YOUR INSTRUCTIONS
Within this material, how many lines include the word "roads"? Answer with a number and nothing more.

AVAILABLE DATA

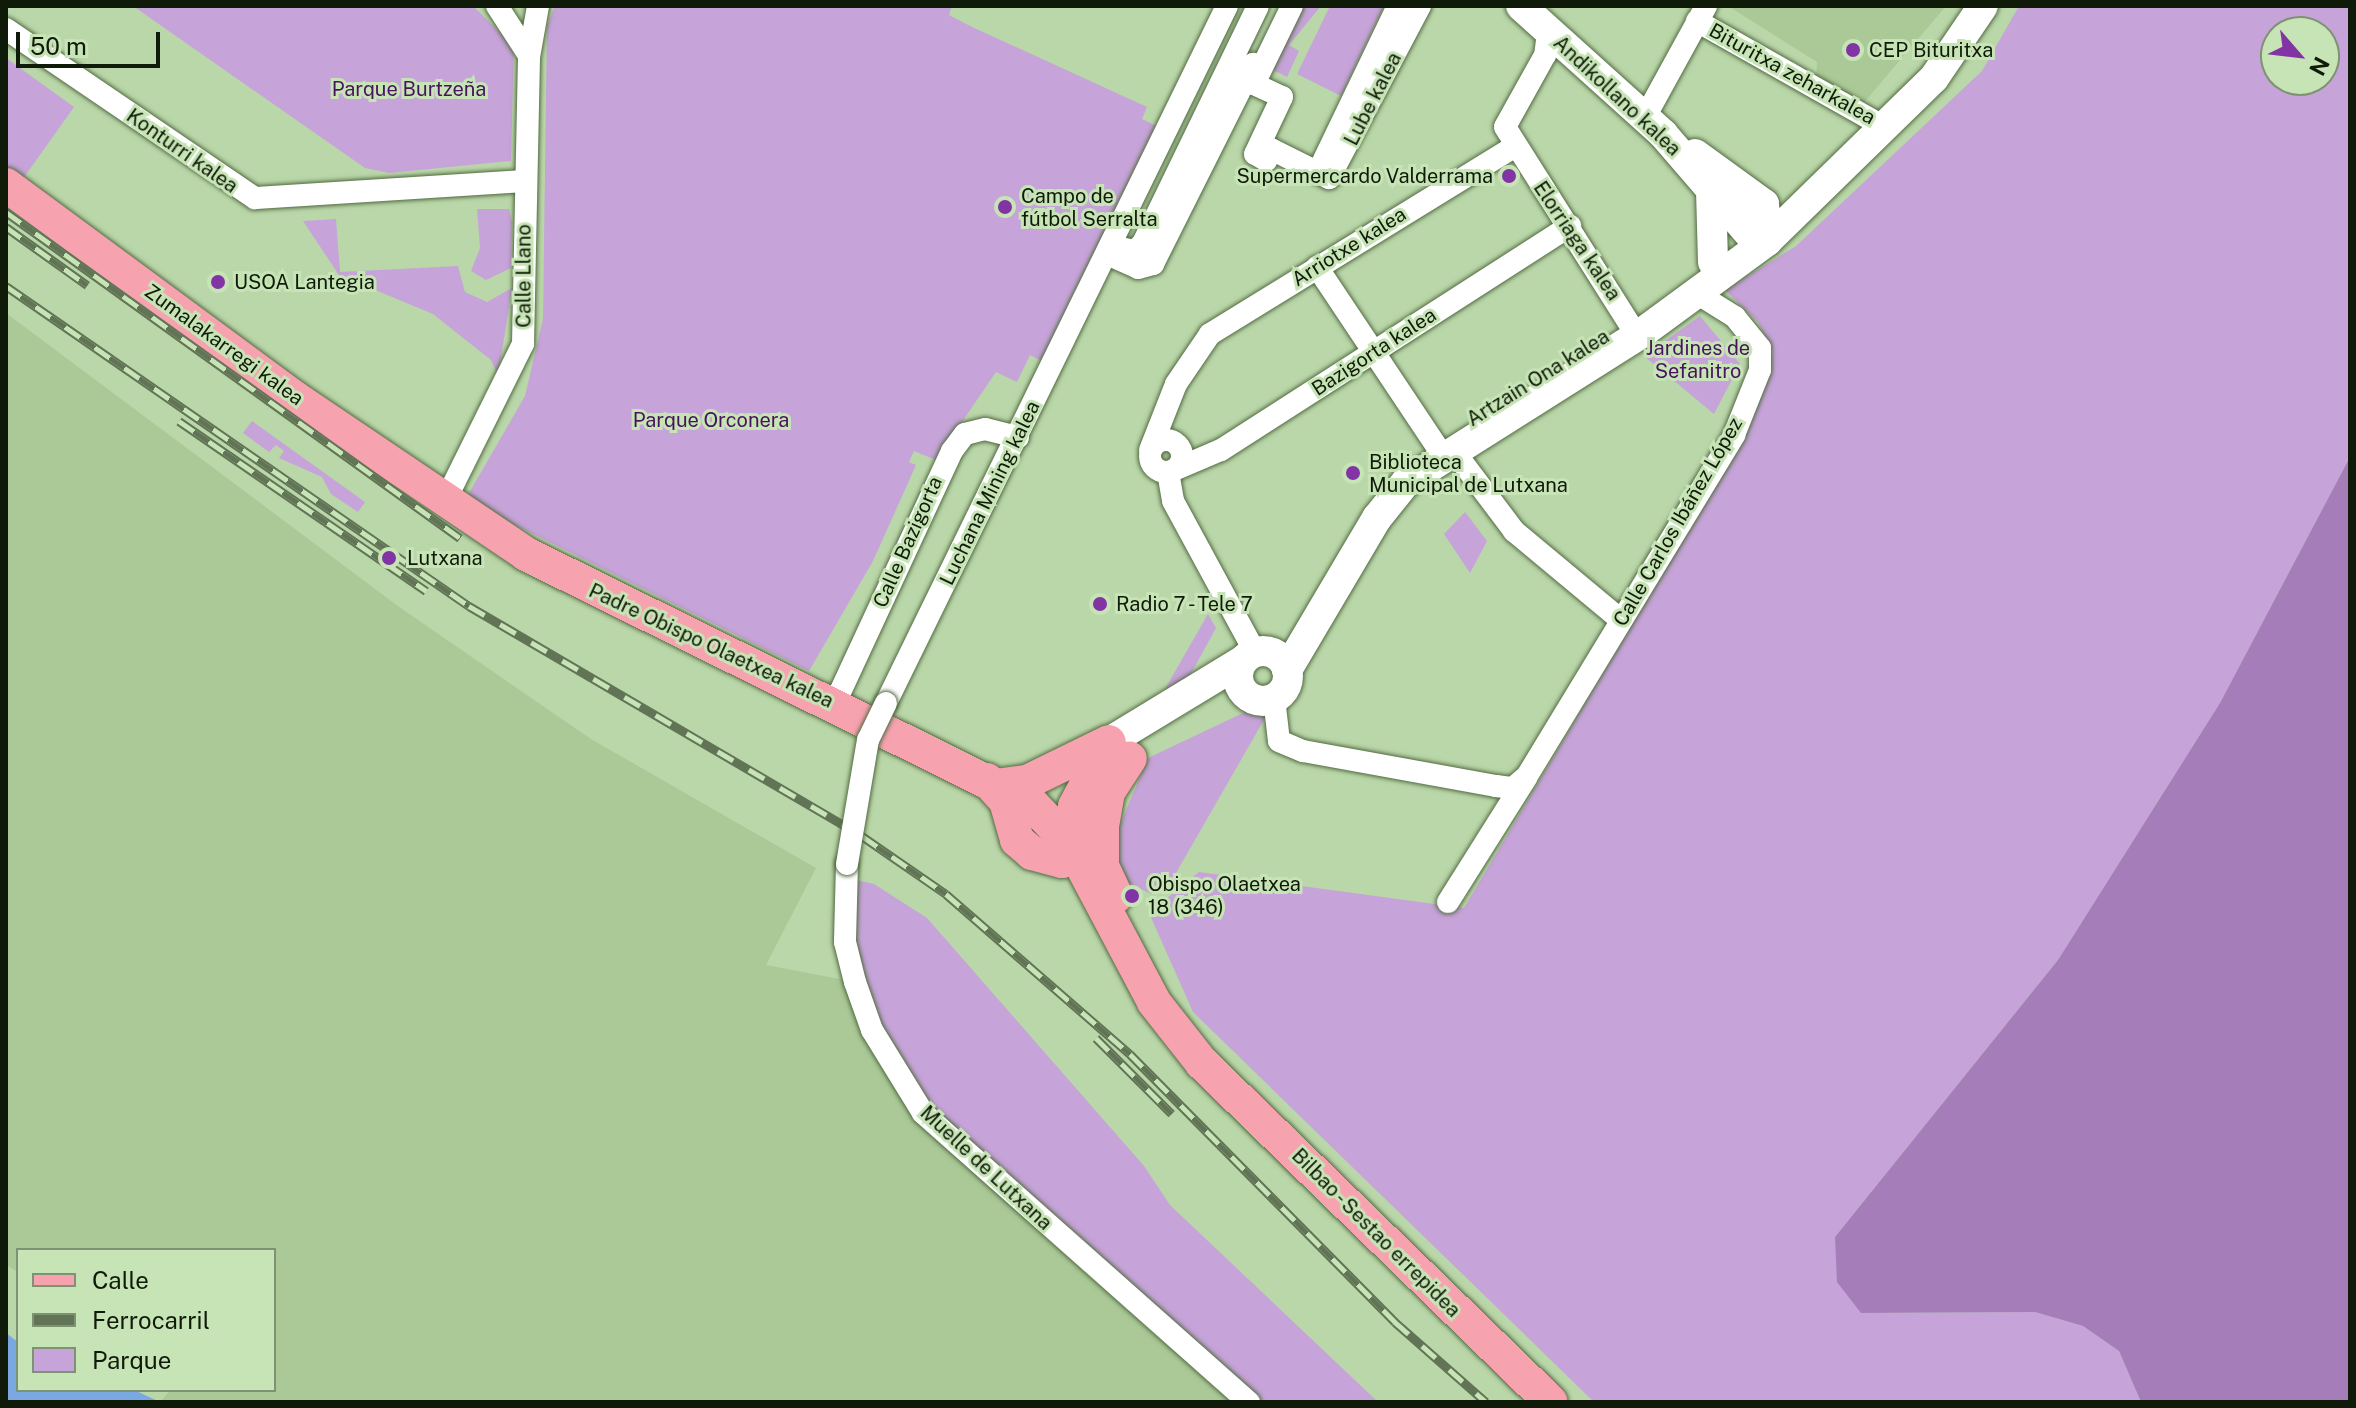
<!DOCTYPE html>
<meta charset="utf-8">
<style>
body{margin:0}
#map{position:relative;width:2356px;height:1408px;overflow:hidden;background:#bad7a9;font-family:"Public Sans",sans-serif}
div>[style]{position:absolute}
.built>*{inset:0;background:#aac997}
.green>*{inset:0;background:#c6a3d8}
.forest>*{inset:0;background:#a57eb9}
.water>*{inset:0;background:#7aa8e0}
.roads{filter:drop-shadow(0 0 2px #526b42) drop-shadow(0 0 2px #526b42)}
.street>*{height:22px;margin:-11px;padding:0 11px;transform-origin:11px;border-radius:11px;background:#fff}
.street>.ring{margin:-11px;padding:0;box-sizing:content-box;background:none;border:22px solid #fff;border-radius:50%}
.secondary>*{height:30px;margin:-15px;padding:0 15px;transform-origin:15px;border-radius:15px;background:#fff}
.secondary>.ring{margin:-15px;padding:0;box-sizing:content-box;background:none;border:30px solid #fff;border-radius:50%}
.primary>*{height:34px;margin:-17px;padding:0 17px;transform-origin:17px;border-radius:17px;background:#f7a2af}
.rail>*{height:9px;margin-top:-4.5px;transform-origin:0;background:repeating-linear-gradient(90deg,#c7e4b6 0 18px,#617455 0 36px);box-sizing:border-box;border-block:2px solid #617455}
.bridges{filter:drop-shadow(0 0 2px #526b42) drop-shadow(0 0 2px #526b42)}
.street-bridge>*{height:22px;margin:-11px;padding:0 11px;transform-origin:11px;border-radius:11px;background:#fff}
.dots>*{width:22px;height:22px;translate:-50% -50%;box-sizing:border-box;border:4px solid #c7e4b6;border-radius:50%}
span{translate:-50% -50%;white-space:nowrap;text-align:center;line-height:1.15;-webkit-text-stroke:6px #c7e4b6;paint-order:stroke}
.poi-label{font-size:20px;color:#101a09}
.left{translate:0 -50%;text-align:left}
.right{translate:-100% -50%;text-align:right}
.street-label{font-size:20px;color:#101a09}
.park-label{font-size:20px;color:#47135c}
.frame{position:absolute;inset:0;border:8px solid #101a09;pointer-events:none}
.legend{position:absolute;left:16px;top:1248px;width:260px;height:144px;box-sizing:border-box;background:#c7e4b6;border:2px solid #7e9371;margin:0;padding:10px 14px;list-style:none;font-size:24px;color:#101a09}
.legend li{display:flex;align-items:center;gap:16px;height:40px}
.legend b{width:40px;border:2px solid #7e9371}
.north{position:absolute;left:2260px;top:16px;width:80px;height:80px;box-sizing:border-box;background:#c7e4b6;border:2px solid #7e9371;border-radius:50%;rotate:118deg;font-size:22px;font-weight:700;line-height:32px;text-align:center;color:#101a09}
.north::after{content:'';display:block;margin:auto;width:28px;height:36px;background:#8233a4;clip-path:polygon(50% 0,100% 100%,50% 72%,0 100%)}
.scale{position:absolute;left:16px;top:32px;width:144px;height:36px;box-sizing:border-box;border:4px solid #101a09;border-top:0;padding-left:10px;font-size:24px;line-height:28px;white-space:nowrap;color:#101a09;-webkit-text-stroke:6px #c7e4b6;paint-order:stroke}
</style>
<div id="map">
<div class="built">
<i style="clip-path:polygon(1728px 6px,1946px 6px,1861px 106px,1816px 85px,1817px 62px)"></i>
<i style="clip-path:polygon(6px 313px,402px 609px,591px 739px,816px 868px,766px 965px,855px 982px,1257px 1402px,160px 1402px,170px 1390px,274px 1390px,274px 1250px,18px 1250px,18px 1272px,6px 1265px)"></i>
</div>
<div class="green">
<i style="clip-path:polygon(133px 6px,473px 6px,514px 46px,511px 161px,389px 173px,365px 168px)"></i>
<i style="clip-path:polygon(555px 6px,952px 6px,949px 15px,970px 26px,1147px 107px,1142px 119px,1159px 127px,1046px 363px,1030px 355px,1017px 382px,996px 372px,936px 460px,914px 451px,909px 462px,916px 465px,873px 561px,809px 671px,465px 500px,525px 396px,543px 319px,547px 25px)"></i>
<i style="clip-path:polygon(1292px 6px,1321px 6px,1289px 45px,1299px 51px,1287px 77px,1263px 65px)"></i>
<i style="clip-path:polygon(1330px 6px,1384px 6px,1341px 96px,1297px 74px)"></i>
<i style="clip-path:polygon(evenodd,2019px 6px,2350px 6px,2350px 457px,2220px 703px,2058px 960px,1835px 1237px,1861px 1313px,2035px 1312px,2083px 1326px,2119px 1351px,2141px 1402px,1594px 1402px,1193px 1012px,1149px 913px,1199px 872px,1464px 908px,1742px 439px,1773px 352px,1758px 322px,1725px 290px,1796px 246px,1982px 71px,2019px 6px,2276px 32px,2324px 32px,2324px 80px,2276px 80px,2276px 32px)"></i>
<i style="clip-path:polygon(6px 58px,74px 107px,20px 183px,6px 173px)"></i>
<i style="clip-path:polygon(477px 209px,509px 209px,512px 222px,511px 268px,486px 280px,471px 271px,480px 248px)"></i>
<i style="clip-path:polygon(336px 219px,340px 272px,458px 266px,465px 292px,487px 302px,512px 288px,498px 376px,491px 360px,433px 314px,339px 275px,303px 221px)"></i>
<i style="clip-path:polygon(1700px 316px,1740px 364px,1714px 414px,1644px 356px)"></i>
<i style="clip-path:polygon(252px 421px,365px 502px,358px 512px,331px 494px,322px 477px,279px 458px,284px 451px,276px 445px,269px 452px,243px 433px)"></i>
<i style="clip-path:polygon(1465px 512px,1487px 541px,1470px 573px,1444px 534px)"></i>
<i style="clip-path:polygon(1208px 614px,1216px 628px,1188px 679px,1165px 689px)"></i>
<i style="clip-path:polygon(1260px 705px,1269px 711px,1172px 880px,1151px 894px,1124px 880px,1115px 870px,1114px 839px,1148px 758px)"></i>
<i style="clip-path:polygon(843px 877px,874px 884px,927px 918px,1144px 1166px,1170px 1205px,1378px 1402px,1249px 1402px,923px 1113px,872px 1030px)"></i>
</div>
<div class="forest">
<i style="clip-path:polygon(2350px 457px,2350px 1402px,2141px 1402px,2119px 1351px,2083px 1326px,2035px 1312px,1861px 1313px,1837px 1282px,1835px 1237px,2058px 960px,2220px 703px)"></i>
</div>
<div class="water">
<i style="clip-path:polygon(6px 1333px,18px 1342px,18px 1390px,134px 1390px,160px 1402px,6px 1402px)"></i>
</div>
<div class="roads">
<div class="street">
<i style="left:497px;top:6px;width:57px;rotate:57.1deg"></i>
<i style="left:1292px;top:6px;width:87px;rotate:116deg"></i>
<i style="left:1254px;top:84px;width:31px;rotate:25deg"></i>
<i style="left:1282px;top:97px;width:63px;rotate:115.3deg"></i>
<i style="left:1255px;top:154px;width:13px;rotate:29deg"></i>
<i style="left:1266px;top:160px;width:12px;rotate:-66deg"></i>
<i style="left:1271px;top:149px;width:65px;rotate:26.6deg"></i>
<i style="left:1329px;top:178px;width:195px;rotate:-62.1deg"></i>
<i style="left:1697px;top:21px;width:217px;rotate:29.5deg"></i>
<i style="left:6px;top:29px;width:301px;rotate:34.2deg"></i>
<i style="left:255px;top:198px;width:271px;rotate:-3.6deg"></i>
<i style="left:1548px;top:32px;width:23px;rotate:97deg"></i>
<i style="left:1545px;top:55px;width:82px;rotate:119.1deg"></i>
<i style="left:1505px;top:127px;width:247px;rotate:57.7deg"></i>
<i style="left:1644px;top:119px;width:129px;rotate:-61.2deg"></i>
<i style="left:1318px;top:172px;width:184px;rotate:-64.3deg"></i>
<i style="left:1111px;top:246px;width:25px;rotate:12deg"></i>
<i style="left:1135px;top:251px;width:11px;rotate:-45deg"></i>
<i style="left:1143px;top:243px;width:263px;rotate:-64.1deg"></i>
<i style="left:1116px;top:258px;width:24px;rotate:24deg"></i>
<i style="left:1138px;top:268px;width:16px;rotate:-15deg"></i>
<i style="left:1153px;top:264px;width:224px;rotate:-63.4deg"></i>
<i style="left:1317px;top:267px;width:227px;rotate:56.3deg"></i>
<i class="ring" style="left:1150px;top:440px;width:10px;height:10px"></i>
<i style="left:1150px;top:450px;width:71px;rotate:-68.5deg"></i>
<i style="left:1176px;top:384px;width:60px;rotate:-55.8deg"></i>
<i style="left:1210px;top:334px;width:355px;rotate:-31.6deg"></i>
<i style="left:1453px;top:450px;width:101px;rotate:53deg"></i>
<i style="left:1514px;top:531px;width:139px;rotate:39.8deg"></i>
<i style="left:1174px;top:470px;width:51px;rotate:-23.1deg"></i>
<i style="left:1221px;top:450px;width:415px;rotate:-32.7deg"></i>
<i style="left:1168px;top:472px;width:29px;rotate:80deg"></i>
<i style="left:1173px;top:501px;width:172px;rotate:61.5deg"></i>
<i style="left:445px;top:501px;width:175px;rotate:-63.6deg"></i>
<i style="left:523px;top:344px;width:287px;rotate:-88.8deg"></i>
<i style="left:529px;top:57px;width:52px;rotate:-80deg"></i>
<i style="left:1274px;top:698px;width:43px;rotate:83.4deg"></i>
<i style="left:1279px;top:741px;width:26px;rotate:23deg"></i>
<i style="left:1303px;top:751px;width:196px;rotate:10.3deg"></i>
<i style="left:1496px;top:786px;width:17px;rotate:7deg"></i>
<i style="left:1513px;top:788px;width:18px;rotate:-41deg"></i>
<i style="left:1527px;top:776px;width:399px;rotate:-58.7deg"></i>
<i style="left:1734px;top:435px;width:70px;rotate:-68.2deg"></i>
<i style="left:1760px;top:370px;width:22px;rotate:-90deg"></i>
<i style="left:1760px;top:348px;width:40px;rotate:-129deg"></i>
<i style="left:1735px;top:317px;width:44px;rotate:-148.1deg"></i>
<i style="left:835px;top:703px;width:278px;rotate:-65.1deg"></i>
<i style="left:952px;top:451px;width:21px;rotate:-53deg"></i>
<i style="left:965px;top:434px;width:21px;rotate:-14deg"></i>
<i style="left:985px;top:429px;width:34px;rotate:14deg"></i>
<i style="left:886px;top:703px;width:776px;rotate:-63.93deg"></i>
<i style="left:847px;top:864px;width:78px;rotate:91.5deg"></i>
<i style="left:845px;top:942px;width:41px;rotate:76deg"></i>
<i style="left:855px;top:982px;width:51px;rotate:70.5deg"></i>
<i style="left:872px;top:1030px;width:97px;rotate:58.4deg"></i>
<i style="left:923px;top:1113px;width:436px;rotate:41.6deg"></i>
<i style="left:1448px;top:902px;width:146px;rotate:-57.8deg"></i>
</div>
<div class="secondary">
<i style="left:1521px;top:6px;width:191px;rotate:42deg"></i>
<i style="left:1663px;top:134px;width:135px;rotate:49.2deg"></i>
<i style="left:1695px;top:154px;width:85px;rotate:35.9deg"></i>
<i style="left:1764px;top:204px;width:37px;rotate:85deg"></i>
<i style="left:1711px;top:190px;width:72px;rotate:88.4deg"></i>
<i class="ring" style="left:1238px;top:651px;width:20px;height:20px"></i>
<i style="left:1287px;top:670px;width:177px;rotate:-59.4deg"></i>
<i style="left:1377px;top:518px;width:46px;rotate:-51.1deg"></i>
<i style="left:1406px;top:482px;width:284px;rotate:-32.3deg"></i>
<i style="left:1646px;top:330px;width:150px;rotate:-36.3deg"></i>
<i style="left:1767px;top:241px;width:233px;rotate:-44.3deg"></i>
<i style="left:1934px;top:78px;width:87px;rotate:-55.8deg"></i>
<i style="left:1109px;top:742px;width:156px;rotate:-31.3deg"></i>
</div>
<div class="primary">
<i style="left:6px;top:185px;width:359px;rotate:36.4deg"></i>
<i style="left:295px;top:398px;width:279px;rotate:34deg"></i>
<i style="left:526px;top:554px;width:564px;rotate:26.29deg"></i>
<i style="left:1032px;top:804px;width:57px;rotate:46.4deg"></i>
<i style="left:1071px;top:845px;width:178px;rotate:62.1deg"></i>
<i style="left:1154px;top:1002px;width:78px;rotate:51.8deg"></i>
<i style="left:1202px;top:1063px;width:486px;rotate:44.2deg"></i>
<i style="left:987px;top:780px;width:28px;rotate:48deg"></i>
<i style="left:1006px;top:801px;width:41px;rotate:74.2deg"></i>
<i style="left:1017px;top:840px;width:20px;rotate:41deg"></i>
<i style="left:1032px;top:853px;width:31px;rotate:15deg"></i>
<i style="left:1062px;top:861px;width:34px;rotate:-32deg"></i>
<i style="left:1002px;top:785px;width:25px;rotate:-7deg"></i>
<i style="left:1027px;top:782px;width:91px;rotate:-26deg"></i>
<i style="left:1071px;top:845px;width:39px;rotate:-84deg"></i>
<i style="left:1075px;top:806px;width:68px;rotate:-61.9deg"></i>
<i style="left:1116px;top:896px;width:33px;rotate:-115deg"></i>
<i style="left:1102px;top:866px;width:40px;rotate:-90deg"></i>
<i style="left:1102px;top:826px;width:35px;rotate:-80deg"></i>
<i style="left:1108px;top:792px;width:40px;rotate:-57.1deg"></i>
</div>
</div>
<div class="rail">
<i style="left:6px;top:212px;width:559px;rotate:35.68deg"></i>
<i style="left:6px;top:227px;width:100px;rotate:35.6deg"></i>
<i style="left:6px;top:286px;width:563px;rotate:34.65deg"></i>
<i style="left:469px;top:606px;width:455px;rotate:30.3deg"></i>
<i style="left:862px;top:836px;width:102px;rotate:34.6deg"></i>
<i style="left:946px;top:894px;width:244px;rotate:41deg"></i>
<i style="left:1130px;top:1054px;width:377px;rotate:45.3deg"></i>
<i style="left:1395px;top:1322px;width:121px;rotate:41.3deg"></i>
<i style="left:179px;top:421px;width:300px;rotate:34.5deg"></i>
<i style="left:1096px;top:1038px;width:107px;rotate:45deg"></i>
</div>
<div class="bridges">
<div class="street-bridge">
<i style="left:847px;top:864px;width:126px;rotate:-80.4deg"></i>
<i style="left:868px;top:740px;width:41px;rotate:-64.1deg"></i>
</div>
</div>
<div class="dots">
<i style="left:1853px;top:50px;background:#8233a4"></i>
<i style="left:1509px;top:176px;background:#8233a4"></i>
<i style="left:1005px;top:207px;background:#8233a4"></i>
<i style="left:218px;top:282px;background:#8233a4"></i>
<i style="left:1353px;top:473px;background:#8233a4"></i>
<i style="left:389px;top:558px;background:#8233a4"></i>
<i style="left:1100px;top:604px;background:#8233a4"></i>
<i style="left:1132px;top:896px;background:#8233a4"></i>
</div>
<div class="poi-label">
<span class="left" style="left:1869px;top:50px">CEP Bituritxa</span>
<span class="right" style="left:1493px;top:176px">Supermercardo Valderrama</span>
<span class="left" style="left:1021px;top:208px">Campo de<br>fútbol Serralta</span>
<span class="left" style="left:234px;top:282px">USOA Lantegia</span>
<span class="left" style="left:1369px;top:474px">Biblioteca<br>Municipal de Lutxana</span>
<span class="left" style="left:407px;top:558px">Lutxana</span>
<span class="left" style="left:1116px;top:604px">Radio 7 - Tele 7</span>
<span class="left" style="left:1148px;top:896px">Obispo Olaetxea<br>18 (346)</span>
</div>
<div class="street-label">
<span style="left:1792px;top:74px;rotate:29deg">Bituritxa zeharkalea</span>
<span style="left:1617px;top:96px;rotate:43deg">Andikollano kalea</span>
<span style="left:1373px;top:99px;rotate:-63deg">Lube kalea</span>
<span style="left:182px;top:151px;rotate:35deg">Konturri kalea</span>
<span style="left:1577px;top:241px;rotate:56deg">Elorriaga kalea</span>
<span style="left:1349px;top:247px;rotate:-32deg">Arriotxe kalea</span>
<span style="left:524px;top:276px;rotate:-90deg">Calle Llano</span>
<span style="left:224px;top:345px;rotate:36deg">Zumalakarregi kalea</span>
<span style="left:1374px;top:352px;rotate:-33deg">Bazigorta kalea</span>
<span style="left:1538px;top:378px;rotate:-32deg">Artzain Ona kalea</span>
<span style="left:990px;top:493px;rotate:-64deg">Luchana Mining kalea</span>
<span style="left:1678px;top:522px;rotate:-60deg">Calle Carlos Ibáñez López</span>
<span style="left:908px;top:542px;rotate:-66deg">Calle Bazigorta</span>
<span style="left:711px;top:646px;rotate:25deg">Padre Obispo Olaetxea kalea</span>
<span style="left:986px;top:1168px;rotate:43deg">Muelle de Lutxana</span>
<span style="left:1376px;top:1233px;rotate:45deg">Bilbao - Sestao errepidea</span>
</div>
<div class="park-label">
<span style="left:409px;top:89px">Parque Burtzeña</span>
<span style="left:1698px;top:360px">Jardines de<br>Sefanitro</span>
<span style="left:711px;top:420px">Parque Orconera</span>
</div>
<div class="frame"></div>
<ul class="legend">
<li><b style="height:10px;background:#f7a2af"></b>Calle</li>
<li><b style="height:10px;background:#617455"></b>Ferrocarril</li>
<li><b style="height:22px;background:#c6a3d8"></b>Parque</li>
</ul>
<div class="north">N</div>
<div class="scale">50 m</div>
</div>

ANSWER BELOW
2